For a variety of reasons, even amid some bizarre plot twists, Akira works. I credit the animation, which has all the anime tropes — the spiky hair, large and expressive eyes, exasperated staring — yet also an emphasis on realistic physics. Sequences of exploding bridges and obliterated military hospitals are incredible examples of the film's understanding of real-world objects and how they can be drawn into a film. Even by today's standards, CGI and all, the animation is fluid, effective and dazzling. It helps that Akira's animators have given their sci-fi world a lived-in nuts-and-bolts feel, like Star Wars and Blade Runner before it.

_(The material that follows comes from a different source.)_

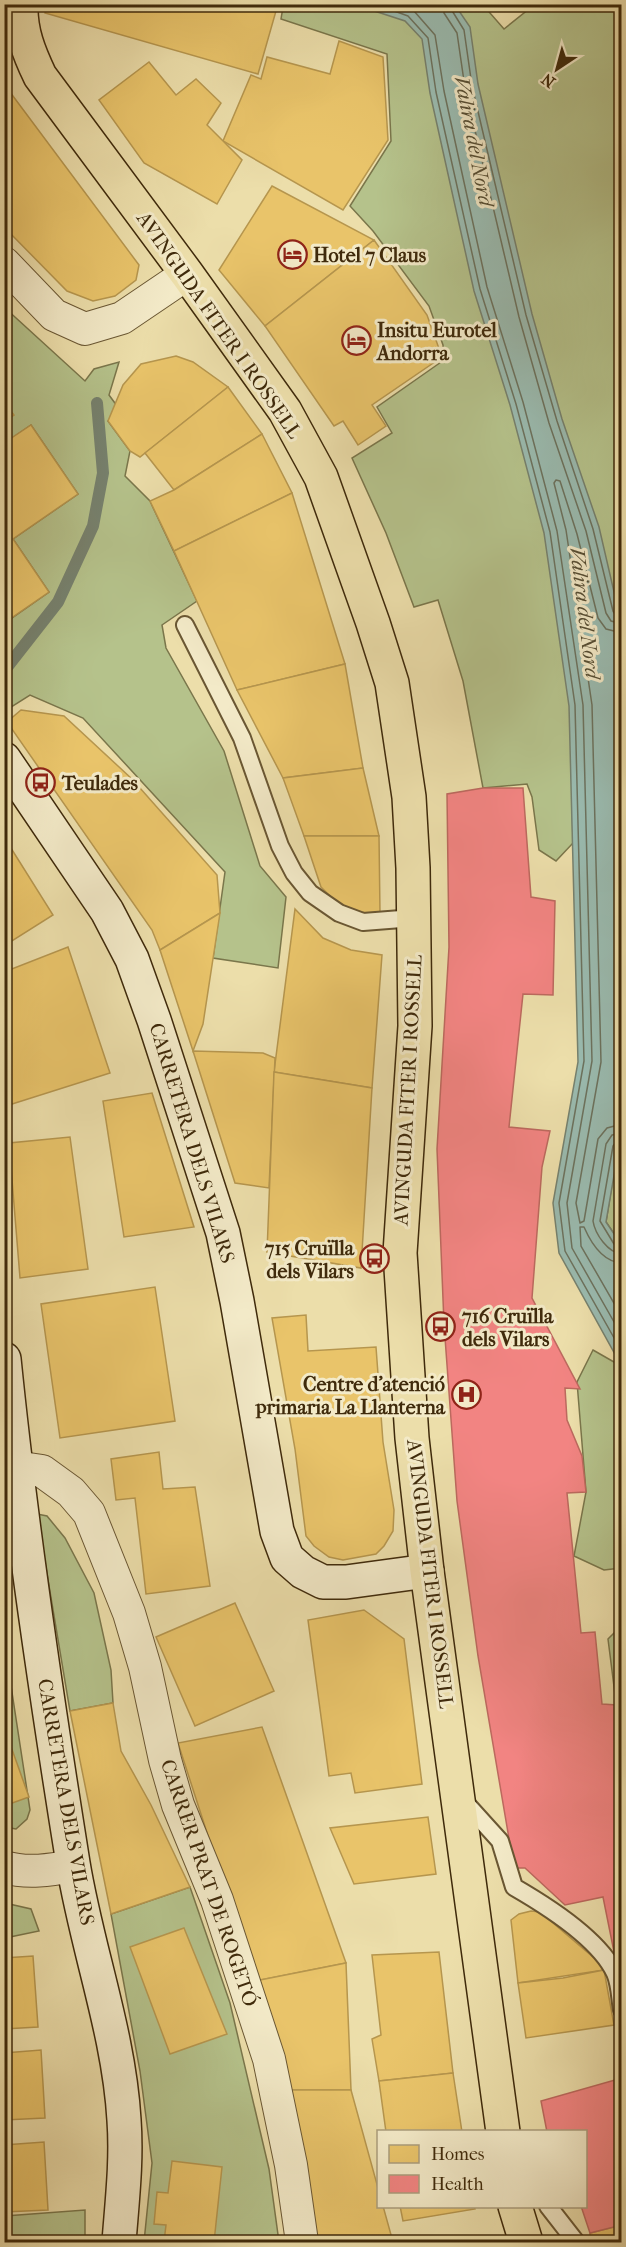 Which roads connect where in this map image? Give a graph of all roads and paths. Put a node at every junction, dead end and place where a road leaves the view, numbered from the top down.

Akira also marked a more adult examination of animated storytelling, one that the anime subgenre would overplay dramatically over the next 25 years with increasingly violent and perverse titles both inside and out of the mainstream anime culture. "Japanese tentacle porn" pretty much sums that up. And that's just scratching the surface. Before cartoons became even stranger in Japan, thank the Internet for its wider distribution, Akira had enough swearing, gory violence, sex and nudity, and the climax's gruesome biological mutations to fill the film's 120 minutes; even today it feels raw and audacious, and far removed from Disney's wholesomeness.

Mostly, though, Akira is entirely committed to its far-fetched story, itself based on director Otomo's manga series. Never does the action, editing and composition, animation or the film's signature visual identity waiver, even as the plot veers into wacky end-of-days fear mongering and nuclear-based quantum physics. Or when Tetsuo turns into a giant pulsating bio-mechanical blob. Even the music, with its percussion-heavy first act and the now-classic duuuuhn-duuuuhn-duuuuhn of the Akira weapon give the movie a distinct personality and character.

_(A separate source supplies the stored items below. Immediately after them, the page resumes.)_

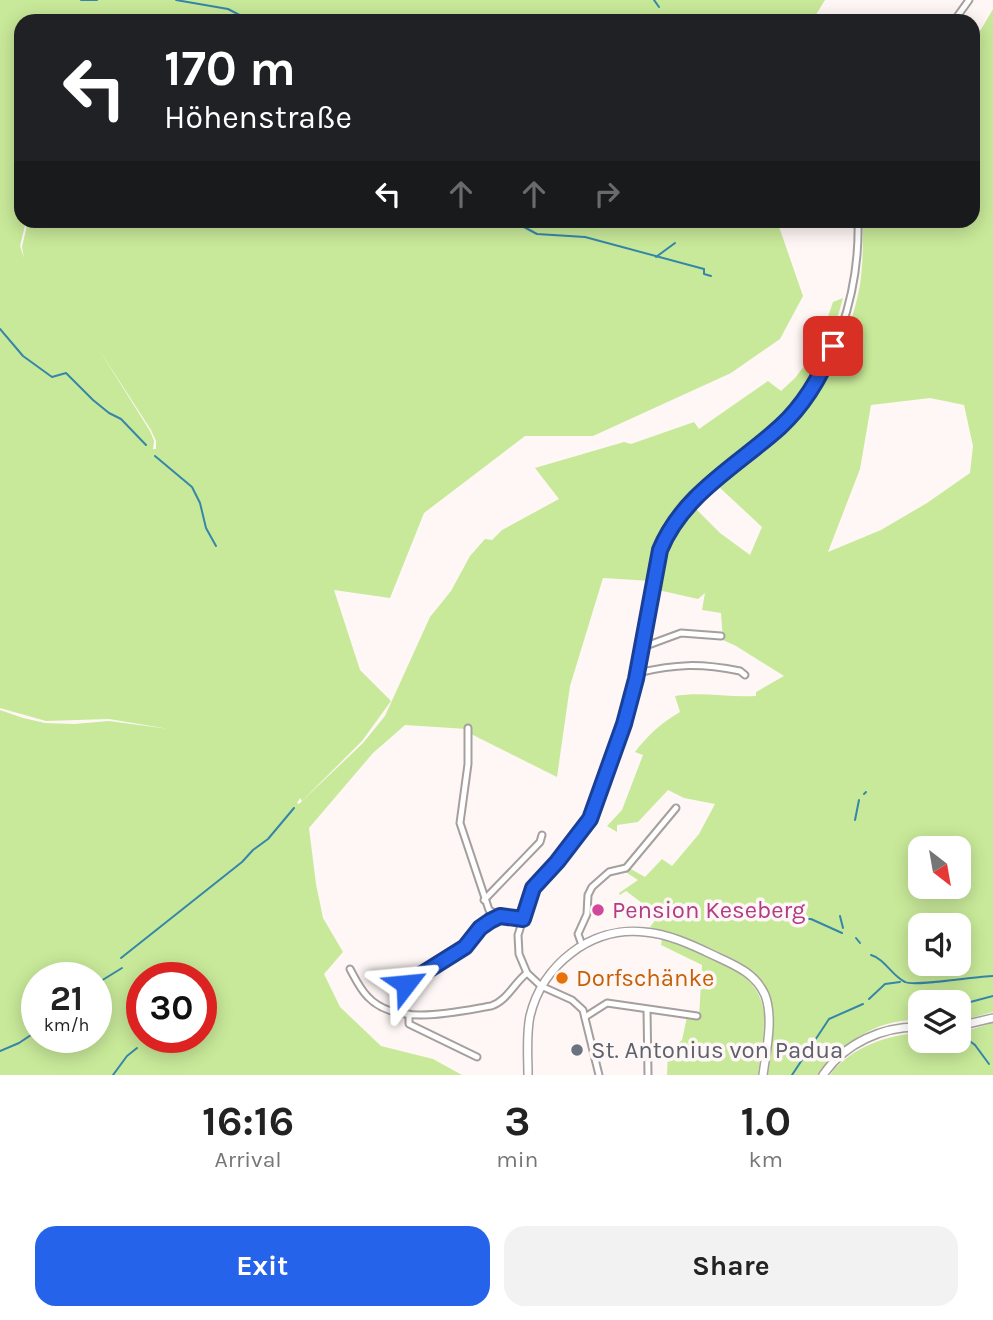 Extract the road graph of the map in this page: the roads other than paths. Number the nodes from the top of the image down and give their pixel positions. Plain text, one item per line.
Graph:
1 (970, 0) edge
2 (959, 14) edge
3 (858, 228) edge
4 (721, 636) dead end
5 (643, 646) junction
6 (637, 673) junction
7 (745, 675) dead end
8 (468, 728) dead end
9 (676, 808) dead end
10 (542, 835) dead end
11 (484, 900) junction
12 (500, 916) junction
13 (523, 919) junction
14 (582, 945) junction
15 (350, 968) dead end
16 (527, 973) junction
17 (541, 986) junction
18 (648, 1010) junction
19 (394, 1013) junction
20 (409, 1014) junction
21 (697, 1016) dead end
22 (585, 1017) junction
23 (993, 1018) edge
24 (971, 1023) edge
25 (908, 1027) edge
26 (477, 1057) dead end
27 (597, 1073) edge
28 (528, 1075) edge
29 (648, 1075) edge
30 (763, 1075) edge
31 (823, 1075) edge

1 - 2 street
3 - 5 street
4 - 5 street
5 - 6 street
6 - 7 street
6 - 13 street
8 - 11 street
9 - 14 street
10 - 11 street
11 - 12 street
12 - 13 street
12 - 19 street
13 - 16 street
14 - 17 main road
14 - 30 main road
15 - 19 street
16 - 17 street
16 - 20 street
17 - 22 street
17 - 28 main road
18 - 21 street
18 - 22 street
18 - 29 street
19 - 20 street
20 - 26 street
22 - 27 street
23 - 24 main road
25 - 31 main road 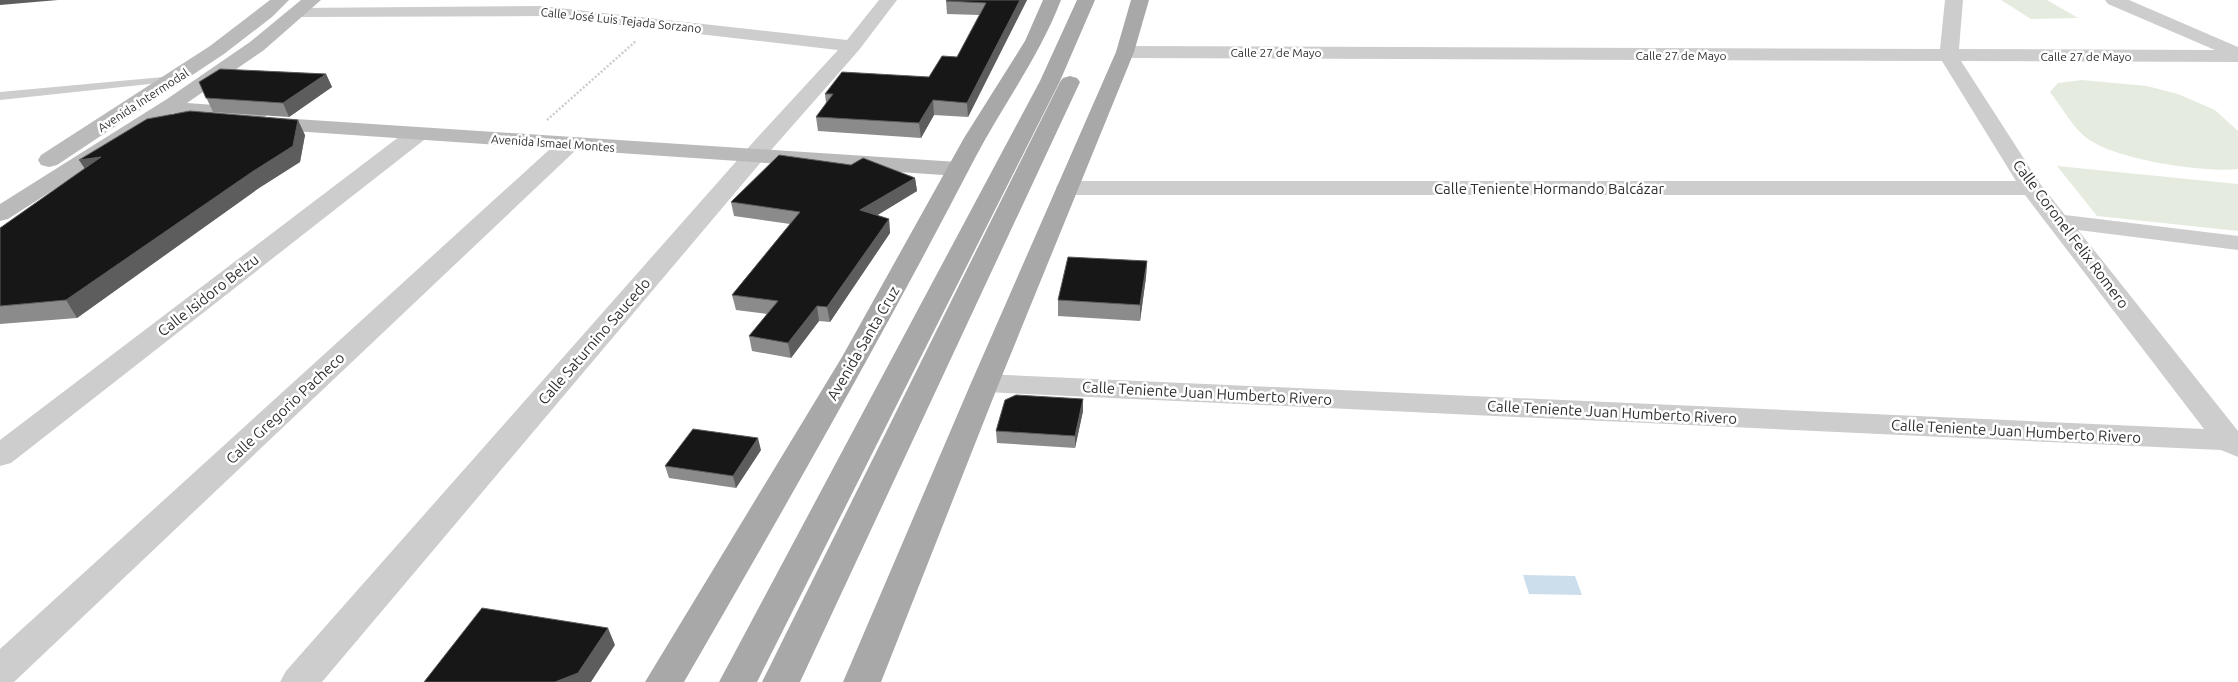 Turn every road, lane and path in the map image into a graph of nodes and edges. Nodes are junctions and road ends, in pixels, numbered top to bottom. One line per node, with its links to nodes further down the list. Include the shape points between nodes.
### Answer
1 (280, 0): 15 (street, Avenida Intermodal)
2 (888, 0): 11 (street, Calle Saturnino Saucedo)
3 (1052, 0): 23 (main road, Avenida Santa Cruz, via 1044,25)
4 (1086, 0): 36 (main road, via 1050,81)
5 (1104, 0): 37 (main road, via 1084,53)
6 (1140, 0): 12 (main road)
7 (1954, 0): 14 (street)
8 (2114, 0): 13 (street)
9 (306, 6): 10 (street, Calle José Luis Tejada Sorzano, via 541,12); 17 (street, Avenida Intermodal, via 257,46)
10 (655, 24): 11 (street, Calle José Luis Tejada Sorzano); 19 (path)
11 (852, 46): 22 (street, Calle Saturnino Saucedo)
12 (1125, 52): 14 (street, Calle 27 de Mayo); 25 (main road)
13 (2238, 55): 14 (street, Calle 27 de Mayo)
14 (1949, 56): 26 (street, Calle Coronel Felix Romero)
15 (174, 79): 16 (lane); 24 (street, Avenida Intermodal)
16 (0, 96)
17 (174, 103): 18 (street, Avenida Intermodal); 19 (street, Avenida Ismael Montes, via 189,110)
18 (148, 120): 20 (street, Avenida Ismael Montes, via 178,117); 27 (street, Avenida Intermodal)
19 (536, 130): 22 (street, Avenida Ismael Montes)
20 (416, 134): 21 (street, Avenida Ismael Montes); 32 (street, Calle Isidoro Belzu)
21 (569, 144): 22 (street, Avenida Ismael Montes); 33 (street, Calle Gregorio Pacheco)
22 (759, 150): 23 (street, Avenida Ismael Montes); 34 (street, Calle Saturnino Saucedo)
23 (961, 163): 35 (main road, Avenida Santa Cruz, via 840,384)
24 (33, 170)
25 (1066, 188): 26 (street, Calle Teniente Hormando Balcázar); 30 (main road)
26 (2032, 188): 28 (street, Calle Coronel Felix Romero)
27 (0, 214)
28 (2059, 220): 29 (street); 31 (street, Calle Coronel Felix Romero)
29 (2238, 243)
30 (985, 383): 31 (street, Calle Teniente Juan Humberto Rivero); 38 (main road)
31 (2235, 443)
32 (0, 456)
33 (0, 672)
34 (299, 682)
35 (664, 682)
36 (738, 682)
37 (782, 682)
38 (862, 682)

Still to this day, it's one of a kind. And in its success you can trace almost all of modern-day anime, from Ghost in the Shell to Pokémon, neither of which have Akira's momentous presence or its explosive technical achievements. Now that it's 25 years old, see it again, or maybe for the first time. It's a daring movie for a genre that rarely seeks out adventures this mature.